Entrevistador: Você já foi administrador de empresas, ator e agora mostra seu talento como escritor. Como surgiu a ideia de publicar um livro?
Cazu: O livro surgiu em 1994, quando comecei a escrever sobre o tema. No início era mais uma conversa comigo mesmo. Eu escrevia sobre minhas impressões, o que sentia, pois, antigamente, era impossível falar abertamente sobre HIV. Assim, para não ficar tão angustiado, comecei a conversar comigo mesmo e escrever minhas angústias e a desmistificar o assunto. O livro serviu para responder a todas as minhas perguntas e, ainda, ajudar as pessoas a entenderem mais sobre a doença. Agora estou na expectativa de lançar um novo livro, chamado “Tenho mais tempo de aids do que de vida”. Ele é um puxão de orelha para a sociedade que pensa que a doença está superada. Ao mesmo tempo em que mostro ser possível viver com HIV, aproveito para falar da luta diária dos soropositivos.
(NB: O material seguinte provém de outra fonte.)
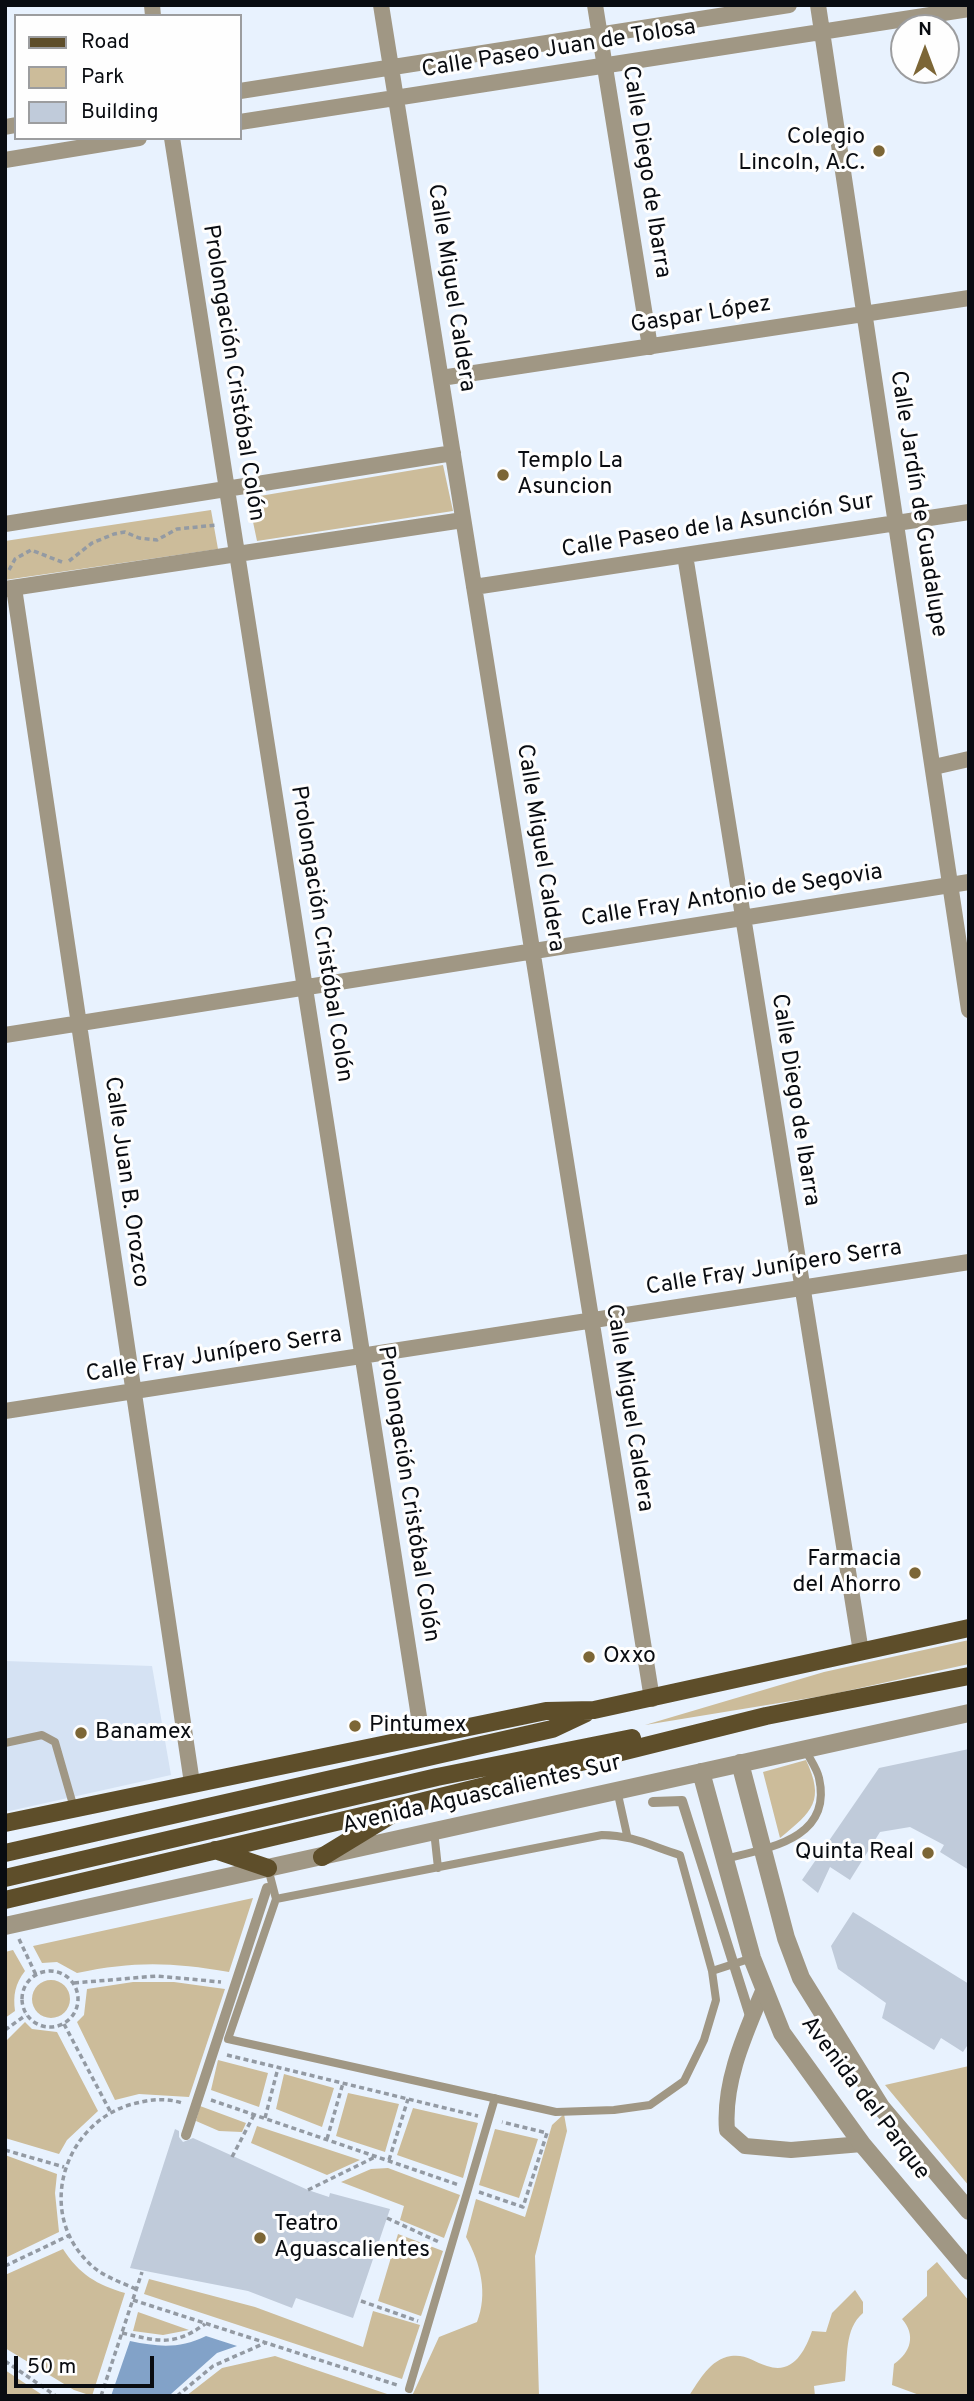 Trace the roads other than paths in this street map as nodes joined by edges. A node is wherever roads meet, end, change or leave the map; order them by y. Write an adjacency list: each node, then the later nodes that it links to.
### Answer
1 (382, 5): 9 (street, Calle Miguel Caldera)
2 (594, 5): 7 (street, Calle Diego de Ibarra)
3 (789, 5): 7 (street, Calle Paseo Juan de Tolosa)
4 (818, 5): 6 (street, Calle Jardín de Guadalupe)
5 (969, 9): 6 (street, Calle Paseo Juan de Tolosa)
6 (822, 32): 8 (street, Calle Paseo Juan de Tolosa); 17 (street, Calle Jardín de Guadalupe)
7 (599, 33): 8 (street, Calle Diego de Ibarra); 9 (street, Calle Paseo Juan de Tolosa)
8 (606, 65): 11 (street, Calle Paseo Juan de Tolosa); 18 (street, Calle Diego de Ibarra)
9 (391, 67): 10 (street, Calle Paseo Juan de Tolosa); 11 (street, Calle Miguel Caldera)
10 (242, 91)
11 (396, 98): 12 (street, Calle Paseo Juan de Tolosa); 19 (street, Calle Miguel Caldera)
12 (242, 122)
13 (127, 140): 15 (street)
14 (173, 140): 21 (street, Prolongación Cristóbal Colón)
15 (5, 160)
16 (969, 298): 17 (street, Gaspar López)
17 (865, 314): 18 (street, Gaspar López); 24 (street, Calle Jardín de Guadalupe)
18 (650, 347): 19 (street, Gaspar López)
19 (441, 378): 20 (street, Calle Miguel Caldera)
20 (453, 453): 21 (street); 23 (street, Calle Miguel Caldera)
21 (228, 489): 25 (street); 26 (street, Prolongación Cristóbal Colón)
22 (969, 512): 24 (street, Calle Paseo de la Asunción Sur)
23 (463, 520): 26 (street); 28 (street, Calle Miguel Caldera)
24 (897, 523): 27 (street, Calle Paseo de la Asunción Sur); 31 (street, Calle Jardín de Guadalupe)
25 (5, 524)
26 (238, 554): 29 (street); 36 (street, Prolongación Cristóbal Colón)
27 (685, 555): 28 (street, Calle Paseo de la Asunción Sur); 34 (street, Calle Diego de Ibarra)
28 (474, 587): 35 (street, Calle Miguel Caldera)
29 (9, 588): 38 (street, Calle Juan B. Orozco)
30 (969, 759): 31 (street)
31 (934, 767): 33 (street, Calle Jardín de Guadalupe)
32 (969, 883): 33 (street, Calle Fray Antonio de Segovia)
33 (952, 885): 34 (street, Calle Fray Antonio de Segovia); 37 (street, Calle Jardín de Guadalupe)
34 (742, 918): 35 (street, Calle Fray Antonio de Segovia); 41 (street, Calle Diego de Ibarra)
35 (532, 951): 36 (street, Calle Fray Antonio de Segovia); 42 (street, Calle Miguel Caldera)
36 (305, 987): 38 (street, Calle Fray Antonio de Segovia); 43 (street, Prolongación Cristóbal Colón)
37 (969, 1010)
38 (78, 1023): 39 (street, Calle Fray Antonio de Segovia); 44 (street, Calle Juan B. Orozco)
39 (5, 1035)
40 (969, 1262): 41 (street, Calle Fray Junípero Serra)
41 (801, 1288): 42 (street, Calle Fray Junípero Serra); 47 (street, Calle Diego de Ibarra)
42 (591, 1321): 43 (street, Calle Fray Junípero Serra); 49 (street, Calle Miguel Caldera)
43 (363, 1356): 44 (street, Calle Fray Junípero Serra); 53 (street, Prolongación Cristóbal Colón)
44 (133, 1391): 45 (street, Calle Fray Junípero Serra); 58 (street, Calle Juan B. Orozco)
45 (5, 1411)
46 (969, 1628): 47 (main road)
47 (861, 1652): 49 (main road)
48 (969, 1676): 52 (main road, Avenida Aguascalientes Sur)
49 (652, 1699): 50 (main road)
50 (594, 1710): 53 (main road); 68 (main road)
51 (969, 1713): 55 (street, Avenida Aguascalientes Sur)
52 (766, 1716): 61 (main road, Avenida Aguascalientes Sur); 73 (main road, Avenida Aguascalientes Sur)
53 (422, 1736): 58 (main road)
54 (5, 1743): 62 (lane)
55 (805, 1749): 56 (street, Avenida Aguascalientes Sur); 67 (lane)
56 (740, 1763): 57 (street, Avenida Aguascalientes Sur); 67 (street, Avenida del Parque)
57 (701, 1772): 59 (street, Avenida Aguascalientes Sur); 70 (street, Avenida del Parque)
58 (192, 1783): 62 (main road)
59 (617, 1790): 64 (street, Avenida Aguascalientes Sur); 65 (lane)
60 (653, 1802): 79 (street)
61 (404, 1806): 66 (main road, Avenida Aguascalientes Sur); 69 (main road)
62 (74, 1808): 63 (main road)
63 (10, 1824)
64 (435, 1831): 69 (street, Avenida Aguascalientes Sur); 72 (lane)
65 (627, 1835): 72 (lane); 80 (lane)
66 (215, 1850): 71 (main road); 76 (main road, Avenida Aguascalientes Sur)
67 (763, 1850): 70 (lane); 86 (street, Avenida del Parque)
68 (5, 1853)
69 (323, 1857): 71 (street, Avenida Aguascalientes Sur)
70 (724, 1859): 78 (street, Avenida del Parque)
71 (268, 1868): 75 (lane); 77 (street, Avenida Aguascalientes Sur)
72 (439, 1868): 75 (lane)
73 (5, 1878)
74 (267, 1888): 84 (street)
75 (276, 1899): 83 (lane)
76 (5, 1900)
77 (8, 1925)
78 (752, 1958): 79 (lane); 81 (street, Avenida del Parque)
79 (732, 1965): 80 (lane); 82 (street)
80 (712, 1971): 83 (lane)
81 (763, 1991): 82 (street); 85 (street, Avenida del Parque)
82 (751, 2019): 85 (street)
83 (495, 2098): 88 (lane)
84 (186, 2134)
85 (862, 2144): 87 (street, Avenida del Parque)
86 (969, 2211)
87 (969, 2271)
88 (409, 2389)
Entrevistador: Quais são os planos para o futuro?
Cazu: Ainda não desisti de ser ator consagrado. Gostaria de voltar a fazer cinema e estou correndo atrás de algumas produtoras. Já comecei alguns testes em uma emissora de TV e tudo. Mas o trabalho que me dá mais satisfação é o de prevenção que faço junto aos jovens, na Federação de Bandeirantes do Brasil. Independente do que o futuro me reserve, pretendo continuar tocando o projeto “Ouça, Aprenda, Viva, campanha mundial de prevenção as DST/Aids e alertar adolescentes e jovens aos riscos do HIV.
Entrevistador: Para você, qual é a importância da campanha Cabeleireiros Contra Aids?
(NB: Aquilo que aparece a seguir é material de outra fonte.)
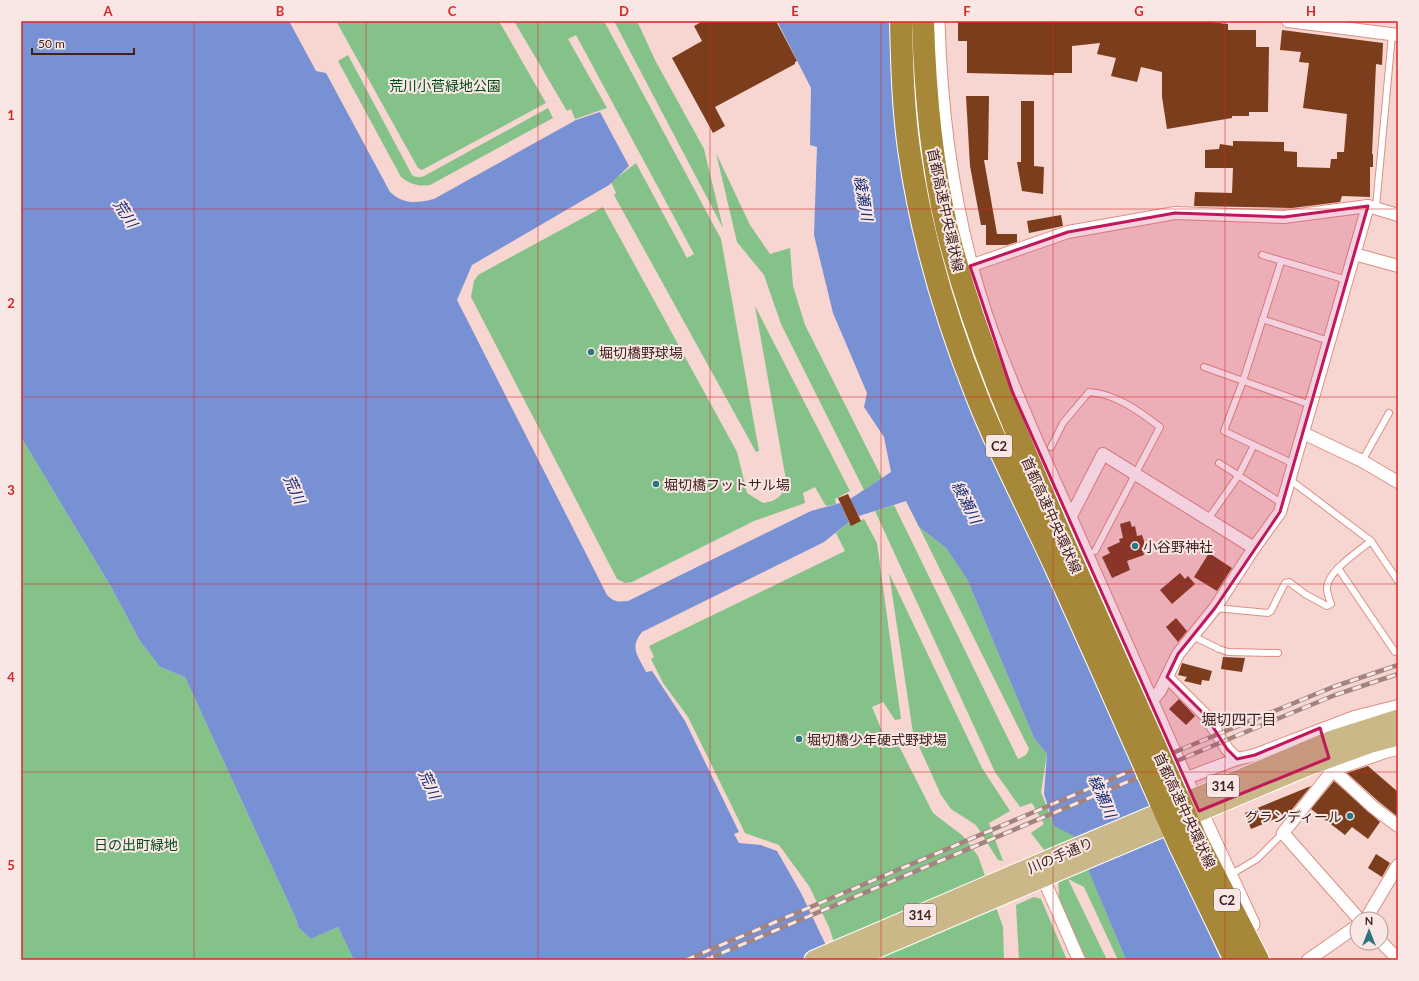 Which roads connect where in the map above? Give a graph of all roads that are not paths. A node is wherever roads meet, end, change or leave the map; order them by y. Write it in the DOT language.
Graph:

Cazu: Primeiramente, a iniciativa contribui muito para a sociedade entender que não precisamos viver com o preconceito. Outra coisa importante é desmistificar esse estigma gay da doença. Hoje, ela está se tornando muito mais feminina. E como as mulheres “vivem” em salões de beleza, e o cabeleireiro “funciona” como uma espécie de terapeuta, conselheiro, elas literalmente aderem. Quando uma pessoa influente como o profissional de salão de beleza conversa sobre usar camisinha, prevenção etc. certamente isso gera um efeito muito grande na classe feminina. E até na masculina, pois hoje há muitos homens nos salões de beleza.
Entrevistador: Deixe um recado para nossos leitores e participantes da campanha.
Cazu: Continuem se prevenindo, pois, apesar dos avanços da medicina, a aids ainda não tem cura e usar camisinha é uma prova de amor à sua vida e a de quem você ama. Usem sempre inclusive no sexo oral.